汗が少しだけ気になる。時間があれば、シャワーを浴びて、気分を爽やかにしたいところだが、今は緊急召集である。そんな暇はなかった。ただ、死と隣り合わせの戦場に出るのだから、せめて使い古しの下着のままは厭だと感じ、軍人といえど女なら、それぐらいは赦されると考えるのがエマだった。
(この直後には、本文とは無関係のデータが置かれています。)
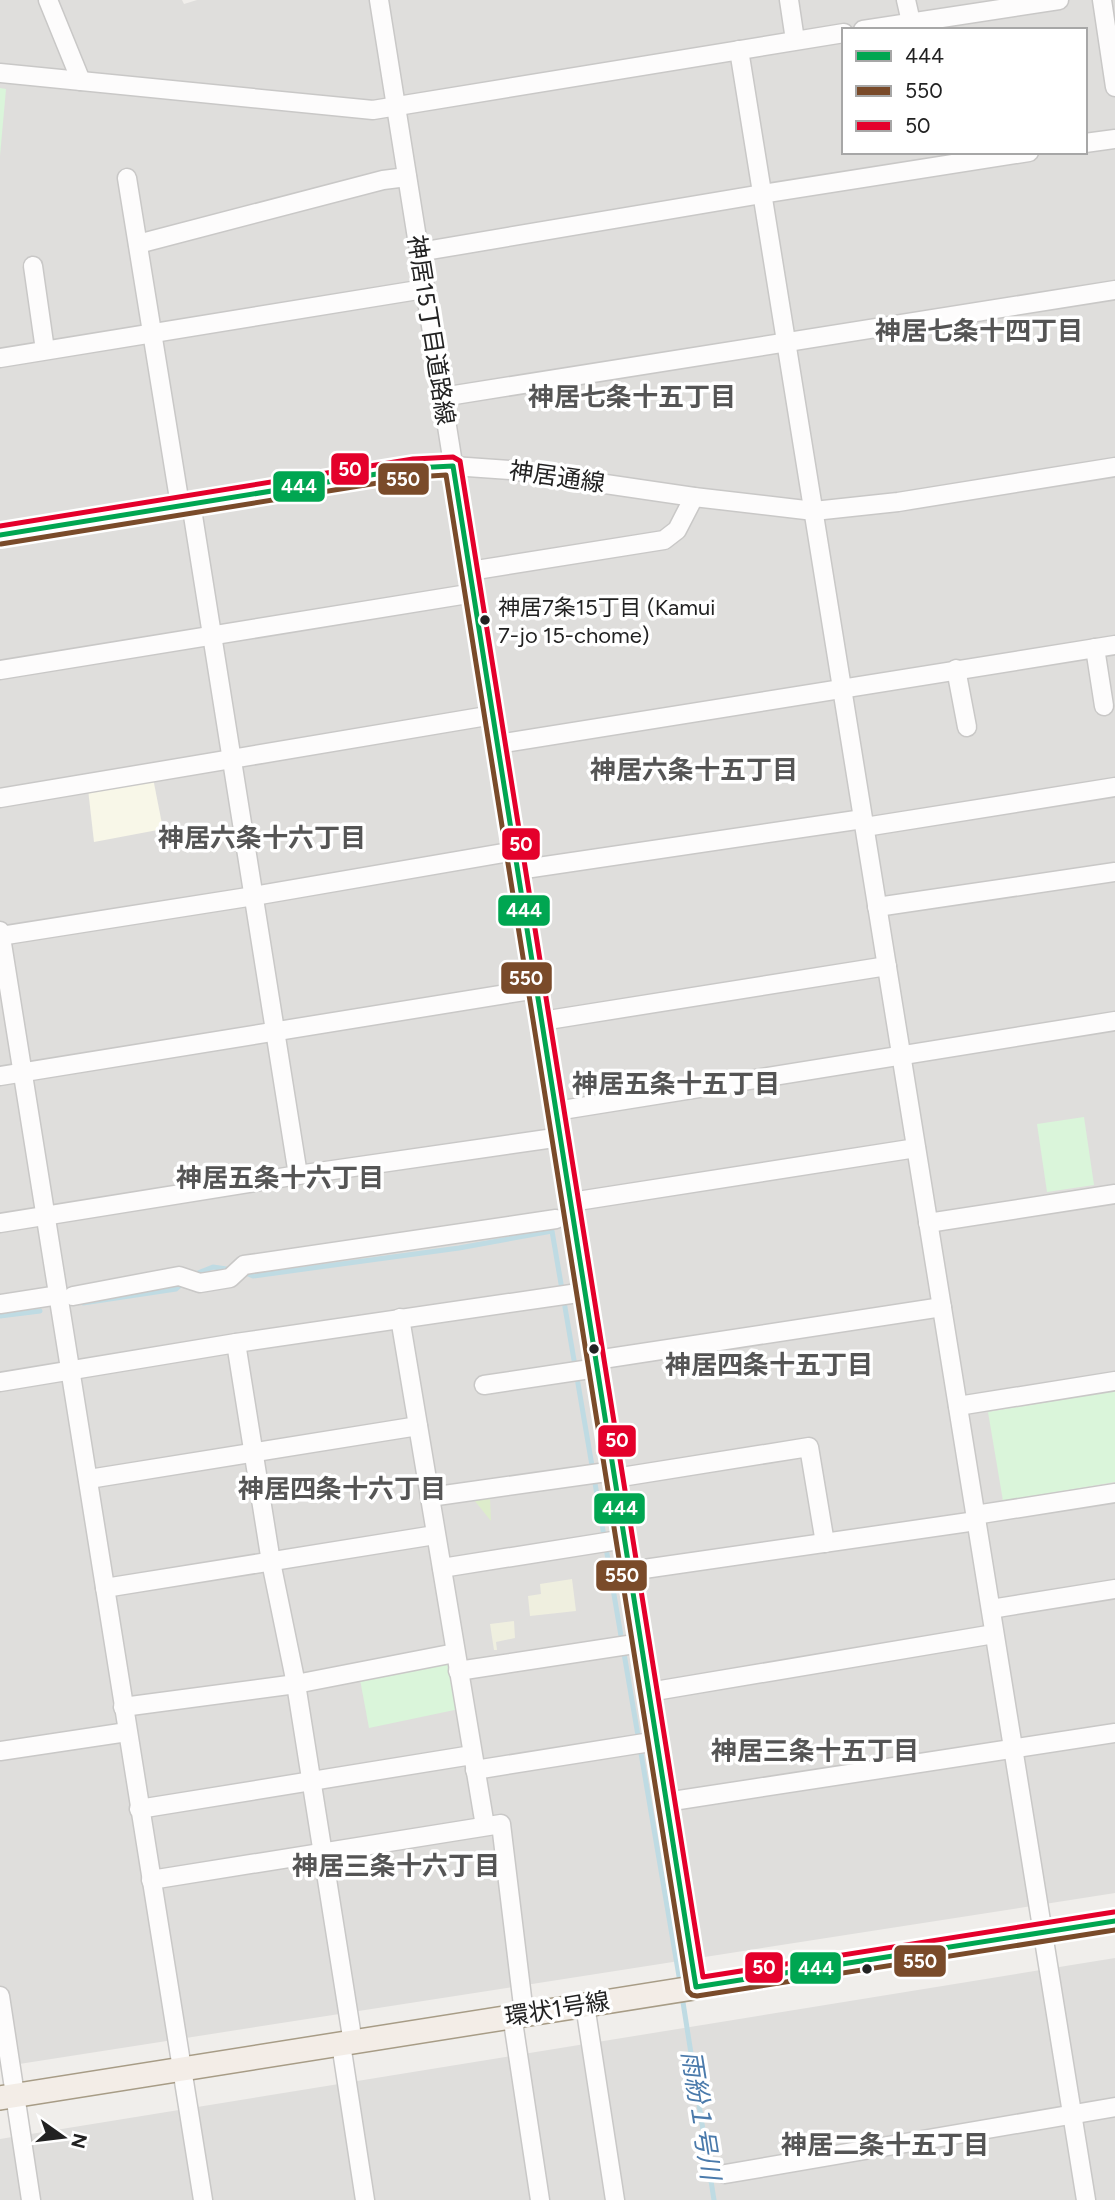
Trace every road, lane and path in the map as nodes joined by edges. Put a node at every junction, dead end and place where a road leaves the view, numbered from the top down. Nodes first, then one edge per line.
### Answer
1 (48, 0) edge
2 (379, 0) edge
3 (789, 0) edge
4 (906, 0) edge
5 (1059, 0) edge
6 (1102, 0) edge
7 (911, 22) junction
8 (875, 28) edge
9 (842, 33) edge
10 (795, 40) junction
11 (739, 50) junction
12 (0, 73) edge
13 (81, 81) junction
14 (1115, 88) edge
15 (396, 107) junction
16 (1115, 139) edge
17 (1087, 143) edge
18 (1015, 154) edge
19 (407, 177) junction
20 (127, 178) dead end
21 (762, 194) junction
22 (138, 244) junction
23 (419, 252) junction
24 (33, 267) dead end
25 (424, 289) junction
26 (1115, 290) edge
27 (153, 333) junction
28 (786, 343) junction
29 (45, 350) junction
30 (0, 358) edge
31 (442, 397) junction
32 (453, 466) junction
33 (1115, 467) edge
34 (694, 497) junction
35 (186, 504) junction
36 (814, 511) junction
37 (0, 535) edge
38 (470, 571) junction
39 (474, 593) junction
40 (213, 636) junction
41 (1115, 645) edge
42 (1095, 648) junction
43 (956, 669) junction
44 (0, 670) edge
45 (842, 687) junction
46 (1104, 706) dead end
47 (493, 715) junction
48 (967, 726) dead end
49 (498, 744) junction
50 (233, 760) junction
51 (1115, 787) edge
52 (0, 798) edge
53 (864, 823) junction
54 (515, 850) junction
55 (518, 870) junction
56 (1115, 872) edge
57 (254, 896) junction
58 (877, 907) junction
59 (0, 934) edge
60 (887, 966) junction
61 (537, 989) junction
62 (542, 1021) junction
63 (1115, 1021) edge
64 (274, 1031) junction
65 (901, 1055) junction
66 (23, 1072) junction
67 (0, 1076) edge
68 (556, 1111) junction
69 (561, 1137) junction
70 (916, 1149) junction
71 (298, 1175) junction
72 (1115, 1194) edge
73 (571, 1202) junction
74 (46, 1216) junction
75 (556, 1219) dead end
76 (0, 1223) edge
77 (928, 1223) junction
78 (585, 1292) junction
79 (66, 1296) junction
80 (0, 1304) edge
81 (942, 1307) junction
82 (400, 1318) junction
83 (236, 1343) junction
84 (597, 1364) junction
85 (69, 1372) junction
86 (1115, 1381) edge
87 (0, 1382) edge
88 (484, 1385) dead end
89 (958, 1406) junction
90 (418, 1426) junction
91 (253, 1454) junction
92 (614, 1474) junction
93 (89, 1479) junction
94 (1115, 1493) edge
95 (430, 1497) junction
96 (976, 1518) junction
97 (435, 1535) junction
98 (625, 1539) junction
99 (825, 1543) junction
100 (271, 1562) junction
101 (442, 1568) junction
102 (630, 1571) junction
103 (105, 1588) junction
104 (1115, 1589) edge
105 (990, 1609) junction
106 (994, 1634) junction
107 (641, 1643) junction
108 (455, 1653) junction
109 (458, 1671) junction
110 (296, 1684) junction
111 (649, 1692) junction
112 (123, 1707) junction
113 (127, 1732) junction
114 (1115, 1732) edge
115 (657, 1741) junction
116 (1013, 1748) junction
117 (0, 1751) edge
118 (474, 1763) junction
119 (310, 1781) junction
120 (667, 1802) junction
121 (139, 1809) junction
122 (485, 1826) junction
123 (322, 1852) junction
124 (152, 1880) junction
125 (1115, 1921) edge
126 (1042, 1932) junction
127 (696, 1987) junction
128 (0, 1996) edge
129 (585, 2005) junction
130 (518, 2014) junction
131 (347, 2044) junction
132 (183, 2070) junction
133 (7, 2097) edge
134 (1115, 2107) edge
135 (1072, 2113) junction
136 (724, 2174) dead end
137 (31, 2200) edge
138 (203, 2200) edge
139 (365, 2200) edge
140 (540, 2200) edge
141 (615, 2200) edge
142 (1086, 2200) edge

1 - 13 street
2 - 15 street, 神居15丁目道路線
3 - 10 street
4 - 7 street
5 - 7 street
6 - 14 street
7 - 8 street
9 - 10 street
10 - 11 street
11 - 15 street
11 - 21 street
12 - 13 street
13 - 15 street
15 - 19 street, 神居15丁目道路線
16 - 17 street
18 - 21 street
19 - 22 street
19 - 23 street, 神居15丁目道路線
20 - 22 street
21 - 23 street
21 - 28 street
22 - 27 street
23 - 25 street, 神居15丁目道路線
24 - 29 street
25 - 27 street
25 - 31 street, 神居15丁目道路線
26 - 28 street
27 - 29 street
27 - 35 street
28 - 31 street
28 - 36 street
29 - 30 street
31 - 32 street, 神居15丁目道路線
32 - 34 street, 神居通線
32 - 35 street, 神居通線
32 - 38 street, 神居15丁目道路線
33 - 36 street, 神居通線
34 - 36 street, 神居通線
34 - 38 street
35 - 37 street, 神居通線
35 - 40 street
36 - 45 street
38 - 39 street, 神居15丁目道路線
39 - 40 street
39 - 47 street, 神居15丁目道路線
40 - 44 street
40 - 50 street
41 - 42 street
42 - 43 street
42 - 46 street
43 - 45 street
43 - 48 street
45 - 49 street
45 - 53 street
47 - 49 street, 神居15丁目道路線
47 - 50 street
49 - 54 street, 神居15丁目道路線
50 - 52 street
50 - 57 street
51 - 53 street
53 - 55 street
53 - 58 street
54 - 55 street, 神居15丁目道路線
54 - 57 street
55 - 61 street, 神居15丁目道路線
56 - 58 street
57 - 59 street
57 - 64 street
58 - 60 street
59 - 66 street
60 - 62 street
60 - 65 street
61 - 62 street, 神居15丁目道路線
61 - 64 street
62 - 68 street, 神居15丁目道路線
63 - 65 street
64 - 66 street
64 - 71 street
65 - 68 street
65 - 70 street
66 - 67 street
66 - 74 street
68 - 69 street, 神居15丁目道路線
69 - 71 street
69 - 73 street, 神居15丁目道路線
70 - 73 street
70 - 77 street
71 - 74 street
72 - 77 street
73 - 78 street, 神居15丁目道路線
74 - 76 street
74 - 79 street
75 - 79 street
77 - 81 street
78 - 82 street
78 - 84 street, 神居15丁目道路線
79 - 80 street
79 - 85 street
81 - 84 street
81 - 89 street
82 - 83 street
82 - 90 street
83 - 85 street
83 - 91 street
84 - 88 street
84 - 92 street, 神居15丁目道路線
85 - 87 street
85 - 93 street
86 - 89 street
89 - 96 street
90 - 91 street
90 - 95 street
91 - 93 street
91 - 100 street
92 - 95 street
92 - 98 street, 神居15丁目道路線
92 - 99 street
93 - 103 street
94 - 96 street
95 - 97 street
96 - 99 street
96 - 105 street
97 - 100 street
97 - 101 street
98 - 101 street
98 - 102 street, 神居15丁目道路線
99 - 102 street
100 - 103 street
100 - 110 street
101 - 108 street
102 - 107 street, 神居15丁目道路線
103 - 112 street
104 - 105 street
105 - 106 street
106 - 111 street
106 - 116 street
107 - 109 street
107 - 111 street, 神居15丁目道路線
108 - 109 street
108 - 110 street
109 - 118 street
110 - 112 street
110 - 119 street
111 - 115 street, 神居15丁目道路線
112 - 113 street
113 - 117 street
113 - 121 street
114 - 116 street
115 - 118 street
115 - 120 street, 神居15丁目道路線
116 - 120 street
116 - 126 street
118 - 119 street
118 - 122 street
119 - 121 street
119 - 123 street
120 - 127 street, 神居15丁目道路線
121 - 124 street
122 - 123 street
122 - 130 street
123 - 124 street
123 - 131 street
124 - 132 street
125 - 126 main road, 環状1号線
126 - 127 main road, 環状1号線
126 - 135 street
127 - 129 main road, 環状1号線
128 - 133 street
129 - 130 main road, 環状1号線
129 - 141 street
130 - 131 main road, 環状1号線
130 - 140 street
131 - 132 main road, 環状1号線
131 - 139 street
132 - 133 main road, 環状1号線
132 - 138 street
133 - 137 street
134 - 135 street
135 - 136 street
135 - 142 street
支度を終えたエマがブリーフィングルームに入ると既にジェリドとカクリコンは着席していた。後方にひとり――あれは《ガンダム》の設計士ではなかったか。最初の訓練の時に機体の説明をした技術士官。名前は確かフランクリン・ビタン大尉――が立ったまま壁に寄っ掛かっている。前方には――
「遅いぞ」
「すみません」
素っ気なく返す。それでも、謝罪するのがエマらしい。
咎めるような、皮肉屋っぽい擦れっ枯らした声はジャマイカンだ。が、別段エマに落ち度がある訳でも、遅刻した訳でもない。単に全員の――特にジャマイカンの来るのが早かっただけだ。
(なんだろう……?)
少しだけザラついた苦い空気。嫌な感じだった。肌を刺すような、まとわりつく、嫌いな男に身体を触られたような感覚。心のざわめきが治まらない。もう一度、訳もなく室内を見回した。
ブリーフィングルームは閑散としている。ブリーフィングは通常パイロットだけではなく、整備長、砲術長、通信長、機関長など各科長や副長や班長が兵も連れて顔を出すため、座席が足らず、兵たちは後ろで立つことになるほどだ。だから、違和感を覚えたのだろうか――いや違う。そういうことではない。エマは自分の感覚に戸惑っていた。
論理的に考えれば、攻撃するには、整備班や甲板員が居ないこと、さらにパイロットではないフランクリン技術大尉の同席は不自然である。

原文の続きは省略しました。